Shelley Elizabeth Hancock MP (born 14 November 1951) is an Australian politician who has been Speaker of the New South Wales Legislative Assembly since the 2011 state election. Mrs Hancock has been a Liberal member of the Legislative Assembly seat of South Coast since 2003. Mrs Hancock is the first female speaker in New South Wales state history. Out of the nine current Speaker of Australian Parliaments, Mrs Hancock is the longest serving.

Early years and background[edit]

Mrs Hancock grew up in Chatswood and attended Chatswood and Artarmon Primary Schools and North Sydney Girls High School.
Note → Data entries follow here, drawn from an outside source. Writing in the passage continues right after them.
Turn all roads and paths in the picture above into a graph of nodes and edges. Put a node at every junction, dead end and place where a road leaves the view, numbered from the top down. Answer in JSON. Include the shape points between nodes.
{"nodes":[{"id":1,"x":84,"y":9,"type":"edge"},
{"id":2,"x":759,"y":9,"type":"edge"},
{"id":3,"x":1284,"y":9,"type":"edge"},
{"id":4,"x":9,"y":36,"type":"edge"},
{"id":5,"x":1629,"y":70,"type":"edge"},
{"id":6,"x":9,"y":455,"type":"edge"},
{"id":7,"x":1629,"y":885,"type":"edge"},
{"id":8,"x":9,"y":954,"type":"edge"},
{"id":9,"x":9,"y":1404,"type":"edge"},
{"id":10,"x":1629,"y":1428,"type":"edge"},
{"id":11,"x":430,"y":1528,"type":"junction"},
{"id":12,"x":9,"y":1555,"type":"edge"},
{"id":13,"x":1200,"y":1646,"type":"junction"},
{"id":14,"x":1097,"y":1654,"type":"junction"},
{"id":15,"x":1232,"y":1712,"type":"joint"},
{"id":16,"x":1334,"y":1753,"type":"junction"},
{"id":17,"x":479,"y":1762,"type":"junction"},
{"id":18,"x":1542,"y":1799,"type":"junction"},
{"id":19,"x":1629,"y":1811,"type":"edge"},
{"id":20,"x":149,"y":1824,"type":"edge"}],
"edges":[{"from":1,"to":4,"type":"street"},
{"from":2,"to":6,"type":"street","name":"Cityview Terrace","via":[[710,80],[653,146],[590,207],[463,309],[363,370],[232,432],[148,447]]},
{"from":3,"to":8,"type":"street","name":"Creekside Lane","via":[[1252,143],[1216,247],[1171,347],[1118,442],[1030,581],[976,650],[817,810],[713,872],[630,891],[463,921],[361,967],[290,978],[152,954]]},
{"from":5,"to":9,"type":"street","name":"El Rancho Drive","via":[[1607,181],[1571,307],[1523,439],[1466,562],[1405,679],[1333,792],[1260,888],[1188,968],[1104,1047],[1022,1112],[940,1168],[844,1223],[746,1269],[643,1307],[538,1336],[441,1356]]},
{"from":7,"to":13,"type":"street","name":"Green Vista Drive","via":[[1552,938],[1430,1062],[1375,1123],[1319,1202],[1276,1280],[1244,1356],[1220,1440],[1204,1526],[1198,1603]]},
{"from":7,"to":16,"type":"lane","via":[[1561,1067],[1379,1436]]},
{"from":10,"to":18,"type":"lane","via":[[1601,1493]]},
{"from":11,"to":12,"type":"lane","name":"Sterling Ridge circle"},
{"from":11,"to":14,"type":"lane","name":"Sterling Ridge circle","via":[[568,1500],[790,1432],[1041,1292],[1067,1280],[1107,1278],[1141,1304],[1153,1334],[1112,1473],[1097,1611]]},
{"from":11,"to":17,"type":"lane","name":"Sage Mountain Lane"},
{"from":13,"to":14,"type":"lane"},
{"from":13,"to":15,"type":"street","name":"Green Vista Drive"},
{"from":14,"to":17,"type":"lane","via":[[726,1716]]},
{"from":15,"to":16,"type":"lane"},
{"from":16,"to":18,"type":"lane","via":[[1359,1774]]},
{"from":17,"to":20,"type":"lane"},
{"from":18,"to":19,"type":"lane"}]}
She completed a Bachelor of Arts at the University of Sydney. She was a former joint owner of the H Ranch at Milton and was a School teacher at Ulladulla High School for 26 years. Mrs Hancock is married to Ossie and they have three children.[1]

Mrs Hancock served on Shoalhaven City Council for 17 years as a ward three alderman and councillor, serving on a number of Council committees. Hancock was also elected Deputy Mayor from September 2000 to September 2001.[2]

Political career[edit]

Mrs Hancock has represented South Coast for the Liberal Party of Australia since 2003.[3] She was the only Liberal candidate to win a seat from the governing Labor Party at the 2003 state election with 52.8 per cent of the two-party vote.

Prior to the 2007 election, local and metropolitan journalists received phone calls encouraging them to print false allegations that Mrs Hancock and her husband had been involved in the making of pornographic films.[4] The source of the phone contact was revealed to be a staff member of the Labor Party candidate Michelle Miran, an employee of the New South Wales Department of State and Regional Development.[5] The same reports suggested that Labor had unsuccessfully tried to publish the same allegations at the 1991, 1995 and 2003 elections as well. Mrs Hancock went on to defeat Michelle Miran achieving a 6.2 point two-party-preferred swing in her favour.

At the 2011 general election, Hancock was re-elected to the South Coast with a swing of 11.2 points and won the seat with 70.4 per cent of the two-party vote.[6] Her main opponent was Glenn Sims, representing Labor.

Hancock contested the 2015 general election and was re-elected with a swing against her of 10.5 points. Despite the swing, Hancock went on to win the seat with 59.6 per cent of the two-party vote.[7]

Speaker of the NSW Legislative Assembly[edit]

Subsequent to the 2011 state election, on 3 May, Mrs Hancock was elected unanimously as Speaker of the New South Wales Legislative Assembly, the first female Speaker of New South Wales Parliament.[3][8][9] Speaker Hancock was re-elected unanimously to the role on 5 May, following the 2015 general election.[10]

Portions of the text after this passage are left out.